Der Türhüter steht für einen besonderen Diener. Er hat die Aufgabe, fremde Diener fernzuhalten. Es schleichen sich verschiedene Gewohnheiten und Fremdheiten in unseren Haushalt ein und bringen statt Schönheit Unordnung und Unruhe. Sie halten die anderen Diener von ihren Diensten ab. Daher ist dieser Diener besonders wichtig.
Wir könnten meinen, dass der Türhüter auch noch eine Art Frühwarnsystem bedeutet. Er meldet den anderen Dienern die Ankunft des Herrn, damit sie noch schnell ihre Dienste ausführen können. Das ist nicht möglich. Der Haushalt ist ein langsames Haus. Zu viele Diener auf einmal bringen nur Unordnung und Unruhe. Es gibt einen Rhythmus, nach dem die einzelnen tätig werden. Sind alle auf einmal an der Arbeit, behindern sie sich gegenseitig.
Es genügt uns daher nicht, auf einzelne Elemente zu vertrauen. Es reicht nicht, nur einen kleinen Teil unseres Hauses auf Vordermann zu bringen. Wenn der Herr kommt, will er das ganze Haus besichtigen. Überall will er Ordnung haben. Daher dürfen wir unsere Seele, d.h. unser Leben, nicht in einzelne Teile oder Abschnitte teilen. Viele sagen, Gott sei Privatsache, und nehmen daher verschiedene Bereiche ihres Lebens heraus, die nichts mit Gott zu tun hätten. Der Herr aber fordert alles ein. Jeder Diener ist wichtig. Denn der Herr hat jeden einzelnen Diener für seine Tätigkeit beauftragt. Alles hat seinen Sinn und sein Ziel.

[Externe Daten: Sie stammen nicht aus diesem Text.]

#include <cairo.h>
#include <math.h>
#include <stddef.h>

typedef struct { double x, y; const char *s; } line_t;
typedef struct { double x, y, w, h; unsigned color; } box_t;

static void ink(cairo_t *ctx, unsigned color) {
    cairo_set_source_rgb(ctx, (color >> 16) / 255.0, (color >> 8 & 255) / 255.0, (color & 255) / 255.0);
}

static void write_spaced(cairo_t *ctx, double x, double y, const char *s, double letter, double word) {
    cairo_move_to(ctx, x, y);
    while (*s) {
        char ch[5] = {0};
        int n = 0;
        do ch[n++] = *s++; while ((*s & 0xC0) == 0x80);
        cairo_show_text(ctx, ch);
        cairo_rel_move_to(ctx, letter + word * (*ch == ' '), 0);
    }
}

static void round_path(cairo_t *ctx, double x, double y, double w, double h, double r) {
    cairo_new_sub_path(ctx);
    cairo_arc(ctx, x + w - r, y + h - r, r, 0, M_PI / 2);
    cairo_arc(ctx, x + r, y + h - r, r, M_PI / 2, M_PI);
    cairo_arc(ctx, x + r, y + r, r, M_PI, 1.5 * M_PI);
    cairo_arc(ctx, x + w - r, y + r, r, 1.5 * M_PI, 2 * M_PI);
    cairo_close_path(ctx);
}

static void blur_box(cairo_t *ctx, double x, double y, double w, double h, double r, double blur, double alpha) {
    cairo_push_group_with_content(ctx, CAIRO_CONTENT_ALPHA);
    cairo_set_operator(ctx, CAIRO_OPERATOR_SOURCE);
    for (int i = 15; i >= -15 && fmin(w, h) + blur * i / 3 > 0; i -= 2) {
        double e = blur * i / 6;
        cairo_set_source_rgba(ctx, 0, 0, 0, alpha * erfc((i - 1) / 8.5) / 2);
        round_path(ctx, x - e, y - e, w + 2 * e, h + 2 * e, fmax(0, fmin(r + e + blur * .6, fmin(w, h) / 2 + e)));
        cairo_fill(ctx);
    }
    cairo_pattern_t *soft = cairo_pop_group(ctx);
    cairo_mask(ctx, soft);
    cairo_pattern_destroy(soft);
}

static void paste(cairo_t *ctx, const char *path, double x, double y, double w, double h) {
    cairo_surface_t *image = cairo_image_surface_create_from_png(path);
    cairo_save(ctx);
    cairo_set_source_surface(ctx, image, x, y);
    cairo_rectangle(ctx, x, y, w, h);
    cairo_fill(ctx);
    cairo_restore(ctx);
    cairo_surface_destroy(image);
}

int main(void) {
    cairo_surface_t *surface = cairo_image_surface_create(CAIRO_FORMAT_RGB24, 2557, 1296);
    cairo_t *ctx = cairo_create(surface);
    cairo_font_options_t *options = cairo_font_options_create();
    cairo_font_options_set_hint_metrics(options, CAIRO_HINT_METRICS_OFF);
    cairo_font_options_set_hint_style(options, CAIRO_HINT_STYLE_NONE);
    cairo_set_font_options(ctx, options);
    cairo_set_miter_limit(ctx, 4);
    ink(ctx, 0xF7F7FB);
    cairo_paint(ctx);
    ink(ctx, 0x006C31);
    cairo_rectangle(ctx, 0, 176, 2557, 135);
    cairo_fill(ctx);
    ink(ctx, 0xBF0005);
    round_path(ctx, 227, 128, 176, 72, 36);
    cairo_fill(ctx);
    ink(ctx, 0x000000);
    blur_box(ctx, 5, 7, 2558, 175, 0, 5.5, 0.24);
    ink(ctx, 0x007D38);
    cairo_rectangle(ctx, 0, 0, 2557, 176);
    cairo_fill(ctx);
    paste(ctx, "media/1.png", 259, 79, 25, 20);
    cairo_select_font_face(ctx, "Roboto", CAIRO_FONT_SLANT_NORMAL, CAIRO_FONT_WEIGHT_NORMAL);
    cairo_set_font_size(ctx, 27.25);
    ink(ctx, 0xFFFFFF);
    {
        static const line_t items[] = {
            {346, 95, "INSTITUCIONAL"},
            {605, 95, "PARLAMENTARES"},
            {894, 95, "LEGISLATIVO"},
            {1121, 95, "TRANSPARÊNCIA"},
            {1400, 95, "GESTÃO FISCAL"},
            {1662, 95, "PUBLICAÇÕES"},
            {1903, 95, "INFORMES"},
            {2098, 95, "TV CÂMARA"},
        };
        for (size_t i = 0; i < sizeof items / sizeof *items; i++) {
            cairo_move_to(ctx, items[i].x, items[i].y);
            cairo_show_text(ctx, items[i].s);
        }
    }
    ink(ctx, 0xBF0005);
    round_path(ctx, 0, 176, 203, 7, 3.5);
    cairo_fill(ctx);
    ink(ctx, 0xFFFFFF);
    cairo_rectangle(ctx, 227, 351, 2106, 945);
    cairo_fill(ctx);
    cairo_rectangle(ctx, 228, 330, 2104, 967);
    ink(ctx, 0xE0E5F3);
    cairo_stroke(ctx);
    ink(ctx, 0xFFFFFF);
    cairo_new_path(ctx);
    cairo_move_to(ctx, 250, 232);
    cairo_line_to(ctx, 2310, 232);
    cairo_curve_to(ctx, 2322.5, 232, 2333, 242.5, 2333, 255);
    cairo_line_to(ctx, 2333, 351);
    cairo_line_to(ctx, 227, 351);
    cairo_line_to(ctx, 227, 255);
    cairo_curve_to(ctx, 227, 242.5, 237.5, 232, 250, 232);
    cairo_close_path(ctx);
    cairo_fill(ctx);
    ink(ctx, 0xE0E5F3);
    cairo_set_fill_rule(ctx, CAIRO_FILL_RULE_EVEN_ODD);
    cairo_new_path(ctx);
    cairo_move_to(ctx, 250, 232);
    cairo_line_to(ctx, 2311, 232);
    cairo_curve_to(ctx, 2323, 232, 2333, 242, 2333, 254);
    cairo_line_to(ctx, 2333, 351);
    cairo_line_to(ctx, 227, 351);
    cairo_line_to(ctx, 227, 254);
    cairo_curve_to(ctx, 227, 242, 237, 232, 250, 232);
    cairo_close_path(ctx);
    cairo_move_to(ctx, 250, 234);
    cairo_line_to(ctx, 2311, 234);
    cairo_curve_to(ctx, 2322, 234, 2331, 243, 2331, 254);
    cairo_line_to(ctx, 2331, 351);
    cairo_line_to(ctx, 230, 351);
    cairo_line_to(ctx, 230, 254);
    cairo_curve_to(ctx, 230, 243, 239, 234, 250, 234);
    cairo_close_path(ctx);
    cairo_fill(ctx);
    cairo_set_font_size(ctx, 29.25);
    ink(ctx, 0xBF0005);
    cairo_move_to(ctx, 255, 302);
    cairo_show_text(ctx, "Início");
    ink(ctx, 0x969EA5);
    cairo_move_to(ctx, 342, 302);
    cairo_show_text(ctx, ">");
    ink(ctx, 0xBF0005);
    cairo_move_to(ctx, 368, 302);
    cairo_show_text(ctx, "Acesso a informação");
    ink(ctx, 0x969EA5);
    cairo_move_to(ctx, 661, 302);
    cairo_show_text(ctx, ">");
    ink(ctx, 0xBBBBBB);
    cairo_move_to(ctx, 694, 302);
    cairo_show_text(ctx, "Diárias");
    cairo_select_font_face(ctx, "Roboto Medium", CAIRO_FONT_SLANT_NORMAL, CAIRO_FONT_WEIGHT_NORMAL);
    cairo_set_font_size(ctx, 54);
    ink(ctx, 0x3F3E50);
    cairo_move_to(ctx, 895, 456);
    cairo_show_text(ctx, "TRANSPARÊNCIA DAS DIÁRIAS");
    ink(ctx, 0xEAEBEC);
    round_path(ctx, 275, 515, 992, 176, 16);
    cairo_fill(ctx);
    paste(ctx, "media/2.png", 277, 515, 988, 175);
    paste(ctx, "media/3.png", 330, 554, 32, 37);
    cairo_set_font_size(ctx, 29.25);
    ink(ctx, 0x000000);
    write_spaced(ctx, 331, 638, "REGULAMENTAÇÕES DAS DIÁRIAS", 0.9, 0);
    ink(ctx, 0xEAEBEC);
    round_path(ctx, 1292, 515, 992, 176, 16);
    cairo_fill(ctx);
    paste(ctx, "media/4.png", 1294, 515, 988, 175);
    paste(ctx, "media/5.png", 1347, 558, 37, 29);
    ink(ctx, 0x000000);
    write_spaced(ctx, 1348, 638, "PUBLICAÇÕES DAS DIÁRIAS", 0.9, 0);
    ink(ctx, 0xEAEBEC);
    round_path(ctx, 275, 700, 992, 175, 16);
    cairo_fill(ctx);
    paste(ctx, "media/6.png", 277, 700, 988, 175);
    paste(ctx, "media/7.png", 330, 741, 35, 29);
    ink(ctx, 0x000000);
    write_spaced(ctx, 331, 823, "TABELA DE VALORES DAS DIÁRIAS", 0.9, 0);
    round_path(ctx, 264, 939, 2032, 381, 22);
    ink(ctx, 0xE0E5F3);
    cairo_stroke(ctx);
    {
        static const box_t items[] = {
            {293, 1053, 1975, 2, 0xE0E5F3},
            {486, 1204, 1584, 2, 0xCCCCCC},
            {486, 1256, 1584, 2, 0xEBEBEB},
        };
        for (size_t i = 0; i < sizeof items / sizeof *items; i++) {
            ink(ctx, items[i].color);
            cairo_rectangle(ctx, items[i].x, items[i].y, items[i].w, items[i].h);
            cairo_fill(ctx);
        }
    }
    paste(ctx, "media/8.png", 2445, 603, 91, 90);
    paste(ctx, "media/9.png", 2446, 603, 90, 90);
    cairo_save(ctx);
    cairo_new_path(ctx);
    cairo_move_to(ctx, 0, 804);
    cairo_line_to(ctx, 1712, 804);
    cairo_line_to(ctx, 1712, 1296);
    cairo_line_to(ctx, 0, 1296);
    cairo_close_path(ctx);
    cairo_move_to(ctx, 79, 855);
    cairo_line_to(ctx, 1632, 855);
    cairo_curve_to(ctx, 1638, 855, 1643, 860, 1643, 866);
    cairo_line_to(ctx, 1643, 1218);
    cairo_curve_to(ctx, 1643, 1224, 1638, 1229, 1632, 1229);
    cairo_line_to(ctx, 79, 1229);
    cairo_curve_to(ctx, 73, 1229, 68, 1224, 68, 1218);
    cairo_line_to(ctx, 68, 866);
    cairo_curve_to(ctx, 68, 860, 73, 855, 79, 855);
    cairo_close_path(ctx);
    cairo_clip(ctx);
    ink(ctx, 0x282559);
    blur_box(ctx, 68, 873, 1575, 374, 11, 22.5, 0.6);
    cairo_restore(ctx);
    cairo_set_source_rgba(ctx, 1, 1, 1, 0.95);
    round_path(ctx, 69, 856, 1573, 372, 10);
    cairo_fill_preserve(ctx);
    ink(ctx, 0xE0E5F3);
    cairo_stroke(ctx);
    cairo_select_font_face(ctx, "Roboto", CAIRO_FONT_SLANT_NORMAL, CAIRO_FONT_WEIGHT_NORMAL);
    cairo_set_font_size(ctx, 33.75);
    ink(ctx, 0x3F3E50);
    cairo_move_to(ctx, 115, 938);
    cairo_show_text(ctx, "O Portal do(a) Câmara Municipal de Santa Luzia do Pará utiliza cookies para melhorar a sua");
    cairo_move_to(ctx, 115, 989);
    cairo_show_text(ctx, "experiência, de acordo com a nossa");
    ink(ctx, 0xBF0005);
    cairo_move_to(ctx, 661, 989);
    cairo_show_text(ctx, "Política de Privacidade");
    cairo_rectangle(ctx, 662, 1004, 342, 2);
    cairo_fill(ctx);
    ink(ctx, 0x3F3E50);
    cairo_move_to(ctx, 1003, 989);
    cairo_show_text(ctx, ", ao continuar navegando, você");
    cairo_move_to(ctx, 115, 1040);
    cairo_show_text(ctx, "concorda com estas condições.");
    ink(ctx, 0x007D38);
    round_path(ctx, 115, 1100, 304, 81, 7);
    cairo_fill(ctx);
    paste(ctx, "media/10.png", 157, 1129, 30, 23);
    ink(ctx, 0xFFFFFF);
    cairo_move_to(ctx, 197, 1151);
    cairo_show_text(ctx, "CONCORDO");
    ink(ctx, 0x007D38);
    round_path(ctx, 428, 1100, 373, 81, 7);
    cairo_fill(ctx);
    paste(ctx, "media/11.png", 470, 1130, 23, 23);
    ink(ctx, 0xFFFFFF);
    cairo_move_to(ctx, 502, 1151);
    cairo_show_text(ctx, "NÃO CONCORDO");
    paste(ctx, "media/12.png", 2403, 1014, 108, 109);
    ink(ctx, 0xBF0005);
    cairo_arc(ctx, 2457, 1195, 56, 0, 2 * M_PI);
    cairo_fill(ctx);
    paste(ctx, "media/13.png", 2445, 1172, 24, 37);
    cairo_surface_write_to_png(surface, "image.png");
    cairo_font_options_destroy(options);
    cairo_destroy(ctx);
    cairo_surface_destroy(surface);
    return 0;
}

Dieses letzte Bild gilt durchgehend. Die Katastrophe ändert daran nichts. Viele meinen, sie müssten ihre äußere Not auf ihre innere Dienerschaft zurückführen und daher ihren Haushalt verändern. Sie brechen mit dem äußeren und meinen, ein neues Leben anfangen zu können. Das ist ein Irrglaube. Seine Knechte und Mägde nimmt man überall mit hin. Sie sind nicht die Ursache der Unordnung, sondern deren Abhilfe. Daher sollen sie immer wachen und immer ihren Dienst tun.